Complex Coacervate Core Micelles for the Dispersion and Stabilization of Organophosphate Hydrolase in Organic Solvents.

Organophosphate (OP) nerve agents are a class of chemical warfare agents (CWAs) that exist as bulk stocks in current and past war zones. Thus, a technology that can perform on-site decontamination in a safe and timely fashion is desirable. Here, complex coacervate core micelles (C3Ms) were used to encapsulate organophosphate hydrolase (OPH) and chemostabilize it to maintain activity after exposure to organophosphate simulants ethanol and dimethyl methylphosphonate (DMMP). C3Ms were formed by two polymers-poly(acrylic acid) (PAA) and poly(oligo(ethylene glycol) methacrylate)-b-poly(4-vinyl N-methylpyridyl iodide), (POEGMA-b-qP4VP).
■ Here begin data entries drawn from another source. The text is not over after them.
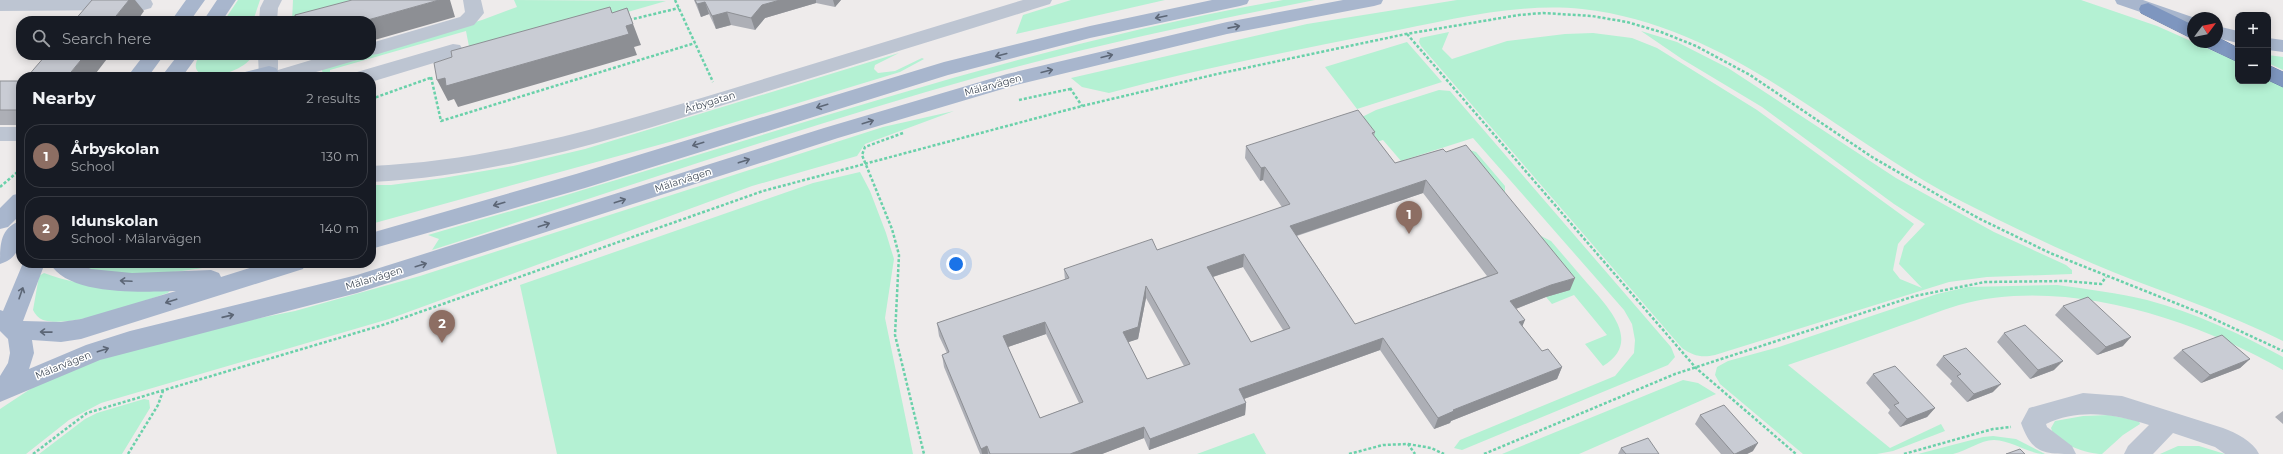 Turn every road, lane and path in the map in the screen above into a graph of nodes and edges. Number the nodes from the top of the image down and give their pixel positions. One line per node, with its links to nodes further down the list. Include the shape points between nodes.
1 (196, 0): 16 (main road)
2 (227, 0): 17 (main road)
3 (273, 0): 18 (street)
4 (472, 0): 28 (street, via 475,13 467,21)
5 (675, 0): 13 (path)
6 (1043, 0): 14 (street, Årbygatan)
7 (1240, 0): 12 (main road)
8 (1374, 0): 71 (main road, Mälarvägen, one-way to 8, via 94,352 356,284 940,100 1136,48)
9 (2124, 1): 15 (main road)
10 (144, 4): 11 (street)
11 (0, 5)
12 (1196, 5): 60 (main road, one-way to 60, via 944,70 577,182)
13 (679, 8): 19 (path); 25 (path)
14 (985, 8): 47 (street, Årbygatan)
15 (2148, 10): 20 (main road); 21 (highway)
16 (184, 16)
17 (216, 16)
18 (268, 16)
19 (625, 21)
20 (2187, 22)
21 (2187, 30)
22 (2223, 33): 24 (main road)
23 (1406, 34): 49 (path); 66 (path, via 1543,13 1609,18 1661,32 1732,64 1872,157 1950,203 2019,238); 69 (path)
24 (2235, 36)
25 (695, 43): 42 (path, via 441,121); 47 (path)
26 (2271, 44): 27 (main road)
27 (2283, 46)
28 (376, 48)
29 (2223, 48): 31 (highway)
30 (453, 50): 39 (street)
31 (2235, 54)
32 (150, 60): 35 (main road)
33 (339, 60): 38 (street)
34 (187, 64): 36 (main road)
35 (141, 72)
36 (177, 72)
37 (267, 72): 38 (street)
38 (312, 72)
39 (376, 73)
40 (2271, 74): 43 (highway)
41 (436, 75): 42 (path)
42 (431, 77): 46 (path, via 407,88)
43 (2283, 80)
44 (1068, 85): 45 (path)
45 (1070, 89): 48 (path); 49 (path)
46 (376, 97)
47 (721, 99): 55 (street, Årbygatan, via 639,124 492,162 420,172)
48 (1019, 100)
49 (1082, 106): 53 (path)
50 (906, 132): 53 (path, via 865,147 862,155)
51 (0, 134): 52 (street)
52 (16, 134)
53 (865, 163): 70 (path, via 763,191 386,324); 77 (path, via 892,229 899,255 895,335)
54 (16, 173): 56 (path)
55 (376, 174)
56 (0, 187)
57 (16, 206): 58 (main road)
58 (0, 221)
59 (16, 235): 61 (main road)
60 (376, 240)
61 (0, 255)
62 (31, 268): 67 (main road, one-way to 62)
63 (65, 268): 65 (main road, one-way to 63, via 174,282 105,280 81,276)
64 (277, 268): 65 (main road)
65 (248, 276): 67 (main road, one-way to 67, via 81,329 61,332)
66 (2106, 277): 68 (path, via 2210,317); 69 (path, via 2101,284 2019,281 1952,287 1916,296)
67 (9, 324): 71 (main road, via 22,342 22,356 16,372)
68 (2283, 351)
69 (1696, 368): 81 (path, via 1616,397); 82 (path)
70 (163, 391): 75 (path, via 87,413); 76 (path, via 158,405)
71 (1, 392)
72 (2168, 422): 73 (street, via 2122,406 2083,403 2038,415 2033,424); 85 (street); 86 (street, via 2223,439)
73 (2036, 430): 83 (path, via 2010,427 1994,429); 84 (street)
74 (1408, 444): 78 (path, via 1383,445); 79 (path); 80 (path, via 1431,448)
75 (33, 454)
76 (128, 454)
77 (924, 454)
78 (1349, 454)
79 (1415, 454)
80 (1444, 454)
81 (1484, 454)
82 (1796, 454)
83 (1904, 454)
84 (2063, 454)
85 (2137, 454)
86 (2246, 454) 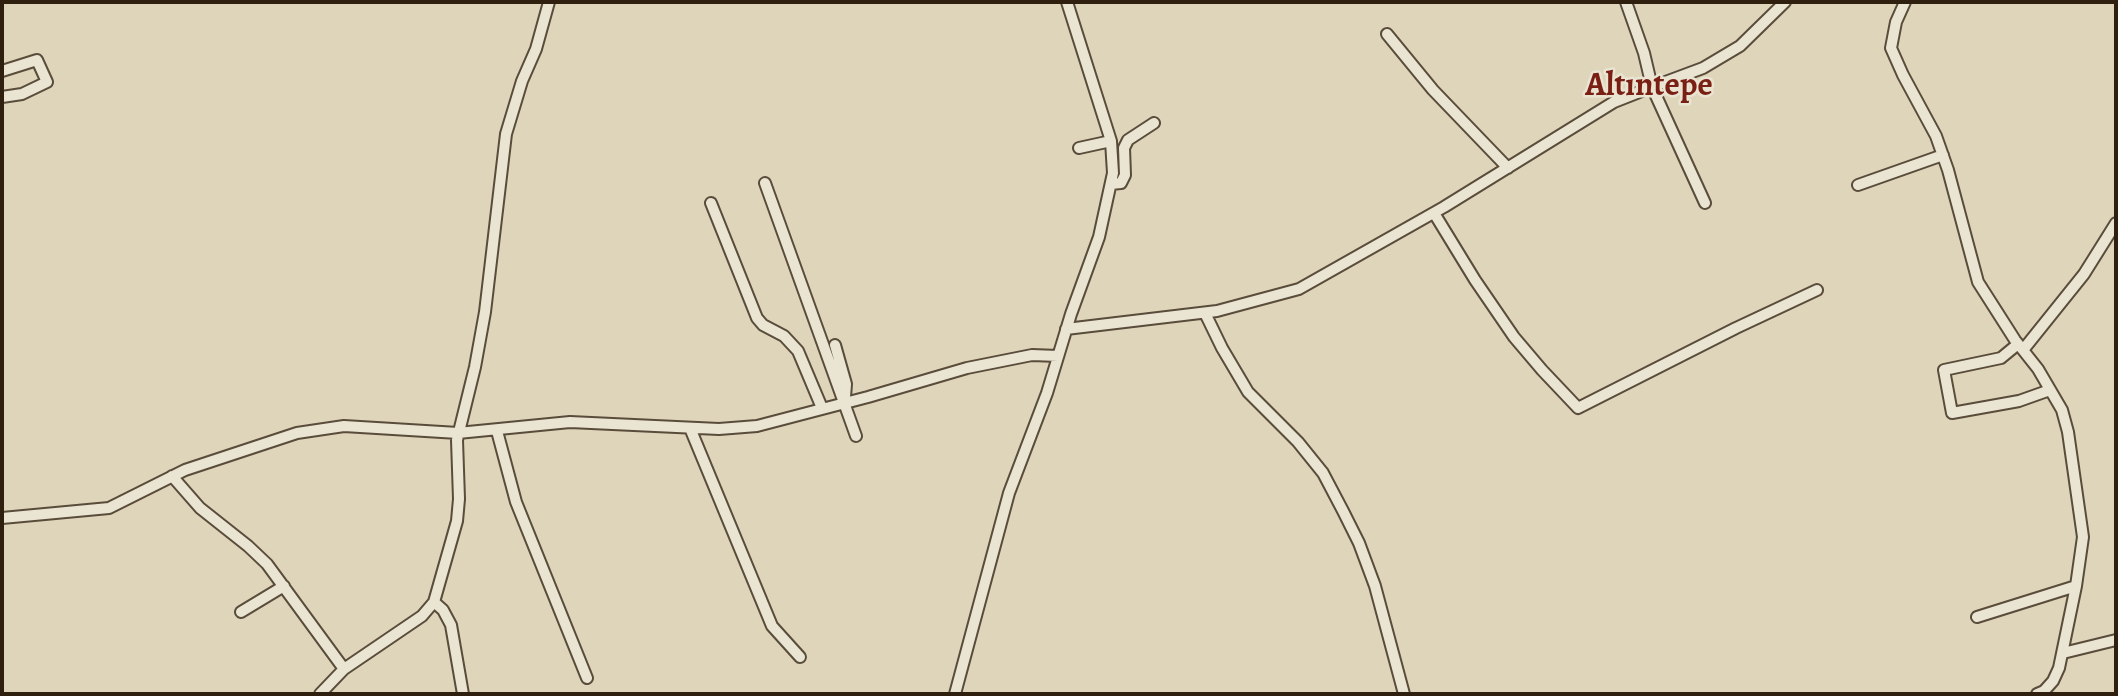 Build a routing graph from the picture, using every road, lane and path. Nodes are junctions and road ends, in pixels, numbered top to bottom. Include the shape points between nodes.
1 (549, 2) edge
2 (1067, 2) edge
3 (1626, 2) edge
4 (1785, 2) edge
5 (1905, 2) edge
6 (1387, 34) dead end
7 (2, 71) edge
8 (1652, 87) junction
9 (2, 97) edge
10 (1154, 123) dead end
11 (1111, 141) junction
12 (1079, 148) dead end
13 (1943, 155) junction
14 (1508, 168) junction
15 (765, 183) dead end
16 (1111, 184) junction
17 (1858, 185) dead end
18 (711, 203) dead end
19 (1705, 204) dead end
20 (1434, 213) junction
21 (2116, 223) edge
22 (1817, 290) dead end
23 (1205, 313) junction
24 (1066, 329) junction
25 (835, 345) dead end
26 (2021, 347) junction
27 (1058, 356) junction
28 (2050, 390) junction
29 (844, 403) junction
30 (821, 408) junction
31 (690, 428) junction
32 (497, 431) junction
33 (458, 433) junction
34 (856, 436) dead end
35 (172, 477) junction
36 (2, 518) edge
37 (284, 586) junction
38 (2076, 586) junction
39 (434, 601) junction
40 (241, 612) dead end
41 (1977, 617) dead end
42 (2116, 640) edge
43 (2063, 653) junction
44 (800, 657) dead end
45 (344, 669) junction
46 (587, 678) dead end
47 (320, 694) edge
48 (463, 694) edge
49 (956, 694) edge
50 (1404, 694) edge
51 (2037, 694) edge

1 - 33 street via 506,134 485,312
2 - 11 street
3 - 8 street
4 - 8 street via 1740,46 1703,68
5 - 13 street via 1891,48
6 - 14 street
7 - 9 street via 37,60 47,82
8 - 14 street via 1614,103
8 - 19 street
10 - 16 street via 1128,140 1125,176 1121,183
11 - 12 street
11 - 16 street
13 - 17 street
13 - 26 street via 1978,282
14 - 20 street
15 - 29 street
16 - 24 street via 1099,237
18 - 30 street via 757,318 798,351
20 - 22 street via 1514,337 1578,408
20 - 23 street via 1299,289
21 - 26 street via 2084,274
23 - 24 street
23 - 50 street via 1248,392 1323,473 1343,511 1376,586
24 - 27 street
25 - 29 street via 846,384
26 - 28 street
26 - 28 street via 2001,358 1944,370 1952,413
27 - 29 street via 1002,360
27 - 49 street via 1009,493
28 - 38 street via 2068,432 2080,501 2083,537
29 - 30 street
29 - 34 street
30 - 31 street via 757,426
31 - 32 street via 570,422
31 - 44 street via 772,626
32 - 33 street
32 - 46 street via 516,502
33 - 35 street via 344,426 269,442
33 - 39 street via 457,520
35 - 36 street via 109,508
35 - 37 street via 200,508 258,555
37 - 40 street
37 - 45 street
38 - 41 street
38 - 43 street
39 - 45 street via 413,622
39 - 48 street via 451,625
42 - 43 street
43 - 51 street via 2053,681
45 - 47 street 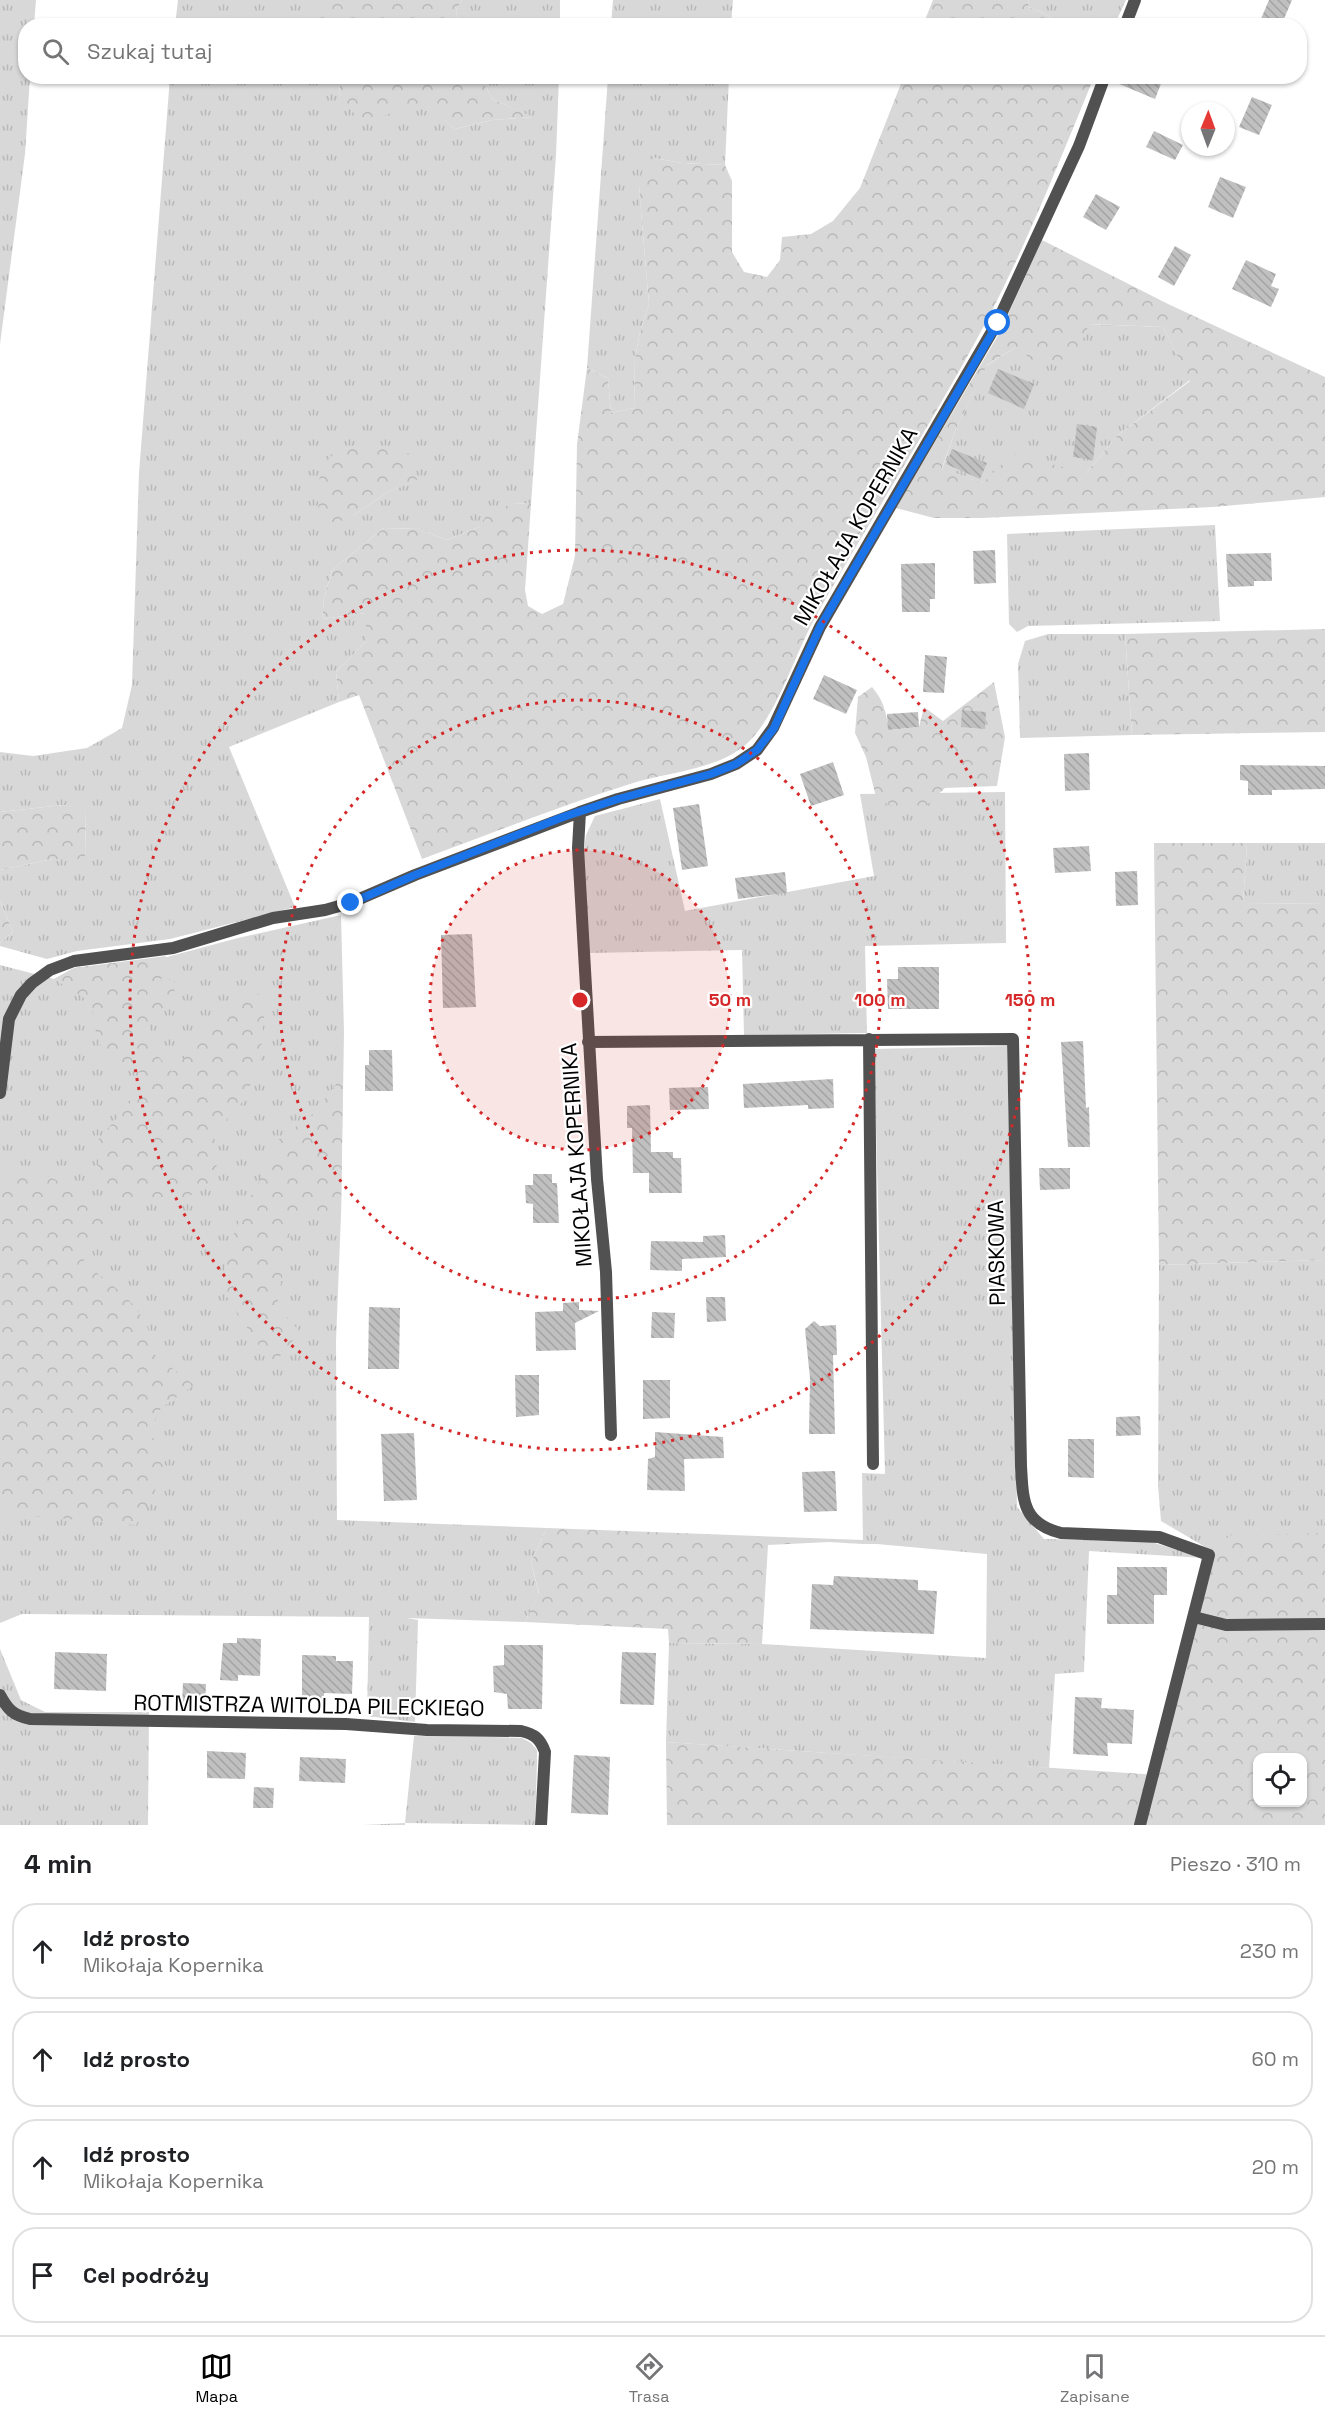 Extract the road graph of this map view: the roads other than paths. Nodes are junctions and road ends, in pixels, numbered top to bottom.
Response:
1 (1135, 0) edge
2 (1128, 18) edge
3 (1102, 84) edge
4 (580, 812) junction
5 (869, 1039) junction
6 (588, 1042) junction
7 (0, 1093) edge
8 (611, 1435) dead end
9 (873, 1464) dead end
10 (1194, 1617) junction
11 (1325, 1624) edge
12 (0, 1695) edge
13 (541, 1825) edge
14 (1140, 1825) edge

1 - 2 street
3 - 4 street, MIKOŁAJA KOPERNIKA
4 - 6 street, MIKOŁAJA KOPERNIKA
4 - 7 street
5 - 6 street
5 - 9 street
5 - 10 street, PIASKOWA
6 - 8 street, MIKOŁAJA KOPERNIKA
10 - 11 street
10 - 14 street
12 - 13 street, ROTMISTRZA WITOLDA PILECKIEGO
Complexes of the coacervate micelles with the enzyme OPH were investigated by small angle neutron scattering (SANS), dynamic light scattering (DLS), and transmission electron microscopy (TEM), demonstrating the formation of micellar structures in solution. The activity of OPH against methyl paraoxon in these C3Ms under aqueous conditions was assayed after heat treatment for 3 days at 37 °C. The OPH in C3Ms retained 88 ± 7% of its initial activity, as compared to the 48 ± 3% activity retained by OPH alone, indicating that the C3Ms were able to stabilize the enzyme to heat treatment. C3Ms transferred into the two organic solvents formed larger structures than inverse micelles formed by the block copolymer alone. The addition of OPH to the C3Ms in organic solvents did not significantly change their structure. The activity of OPH (again, against methyl paraoxon) after 24 h of incubation at 4 °C was measured and compared to that of OPH in C3Ms. While OPH alone retained less than 5% of its activity after this incubation in both solvents, OPH in C3Ms retained 35 ± 3% of its activity in DMMP and 26 ± 1% of its activity in ethanol.